Morning watering is ideal so that leaves have a chance to dry off before nightfall – this prevents some types of disease.
Watering should be deep, soaking the roots, and infrequent.
Water delivered at a slow pace can soak into the soil instead of running across the surface. Soaker hoses and drip systems are good tools for delivering water at a slow pace. Water should be on for as long as it takes to completely soak the root zone to 6-12” deep. This could take up to an hour depending on how dry and dense the soil is when watering starts.
When rains stop, start monitoring water needs.
For new plantings: water freshly planted roses after planting, whether it’s raining or not. During the rainy season, additional watering is usually not necessary. When temperatures start to rise, and rains slow down, start watering regularly, about once each week. If temperatures are in the 80’s, water twice each week.
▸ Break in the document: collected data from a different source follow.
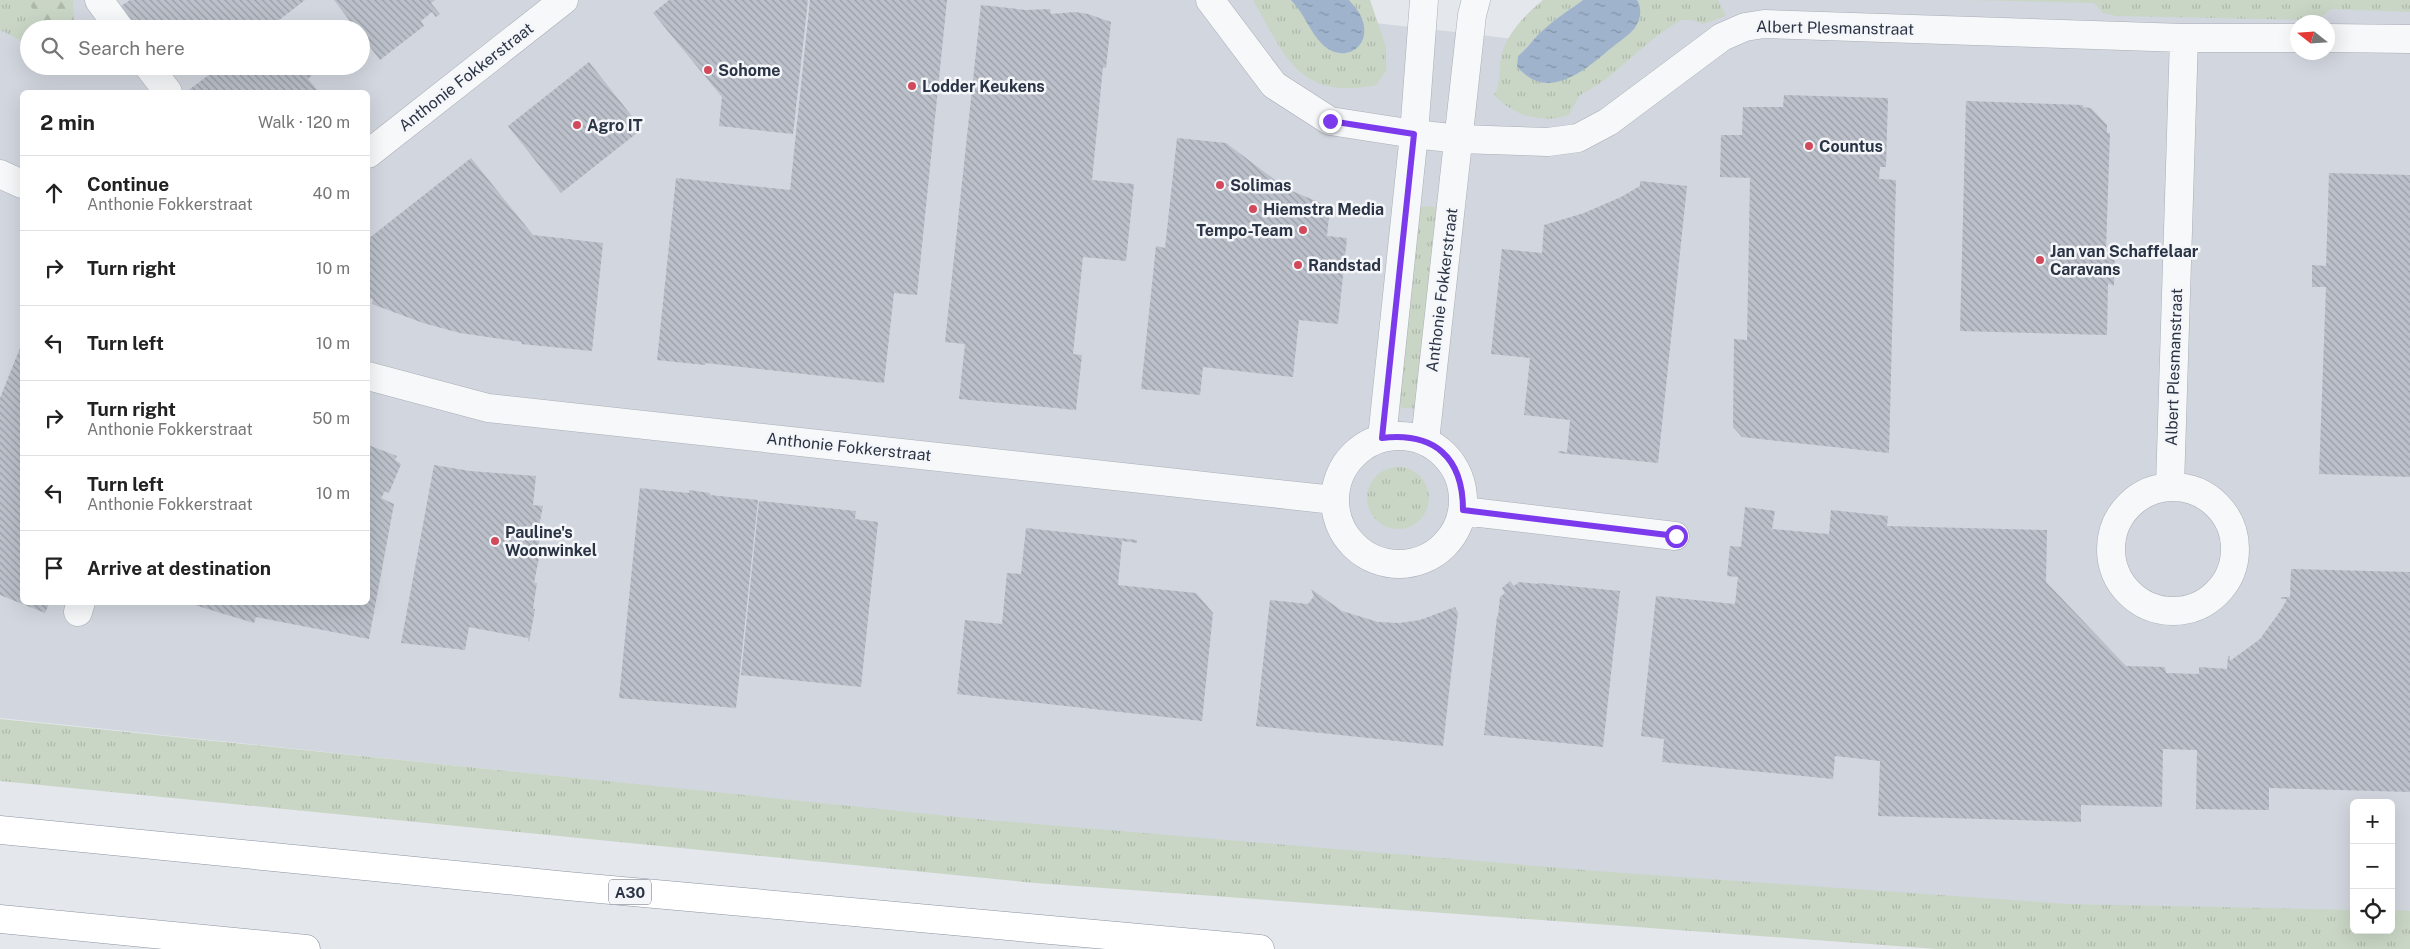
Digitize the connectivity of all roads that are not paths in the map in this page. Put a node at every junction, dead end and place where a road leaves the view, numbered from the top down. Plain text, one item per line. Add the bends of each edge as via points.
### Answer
1 (99, 0) edge
2 (564, 0) edge
3 (1210, 0) edge
4 (1424, 0) edge
5 (1476, 0) edge
6 (113, 20) edge
7 (2184, 38) junction
8 (2290, 38) edge
9 (2335, 38) edge
10 (2410, 39) edge
11 (155, 75) edge
12 (166, 90) edge
13 (1414, 134) junction
14 (1459, 139) junction
15 (370, 152) edge
16 (0, 174) edge
17 (20, 183) edge
18 (370, 377) edge
19 (1382, 438) junction
20 (1424, 441) junction
21 (2170, 486) junction
22 (1334, 500) junction
23 (1463, 510) junction
24 (1676, 536) dead end
25 (0, 830) edge
26 (0, 919) edge
27 (306, 949) edge
28 (1260, 949) edge

1 - 6 street
2 - 15 street, Anthonie Fokkerstraat
3 - 13 street via 1274,85 1330,121
4 - 13 street
5 - 14 street, Anthonie Fokkerstraat
7 - 8 street, Albert Plesmanstraat
7 - 14 street, Albert Plesmanstraat via 1764,24 1745,27 1722,38 1608,122 1578,138 1548,142
7 - 21 street, Albert Plesmanstraat
9 - 10 street
11 - 12 street
13 - 14 street
13 - 19 street
14 - 20 street, Anthonie Fokkerstraat
16 - 17 street
18 - 22 street, Anthonie Fokkerstraat via 488,408
19 - 20 street via 1404,436
19 - 22 street via 1363,447 1347,461 1338,479
20 - 23 street via 1442,452 1456,469 1463,489
21 - 21 street via 2151,490 2120,514 2112,533 2110,553 2114,572 2124,589 2139,602 2157,610 2177,612 2198,607 2216,595 2229,577 2235,549 2234,535 2225,515 2211,499 2192,489
22 - 23 street via 1338,521 1348,540 1363,555 1383,563 1404,565 1425,560 1443,548 1456,531
23 - 24 street
25 - 28 highway, A30 via 576,887
26 - 27 highway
For established plantings: when temperatures reach into the 80’s, water once every 10-14 days.
The happiest roses are fertilized. Feed from the first growth in spring until September 1. Organic fertilizers are great for a holistic approach and synthetic fertilizers can be added to give roses some extra oomph. Be sure to follow the directions on the package of any fertilizer you choose.
Please be aware that fertilizers which incorporate systemic insecticides may be a hazard to the health of bees and other pollinators.
Major rose pruning happens around President’s Day in late February.
For all roses – remove dead branches, 1-3 of the oldest canes on established roses all the way to the ground, branches that grow toward the interior of the plant rather than toward the outside, spindly growth and rose hips.
For climbers – follow the above directions. Tie and train any wayward canes to a support system and do not prune low to the ground.
For shrubby types Hybrid Tea, Floribunda, etc. follow the above directions, then prune remaining branches to 12-18”.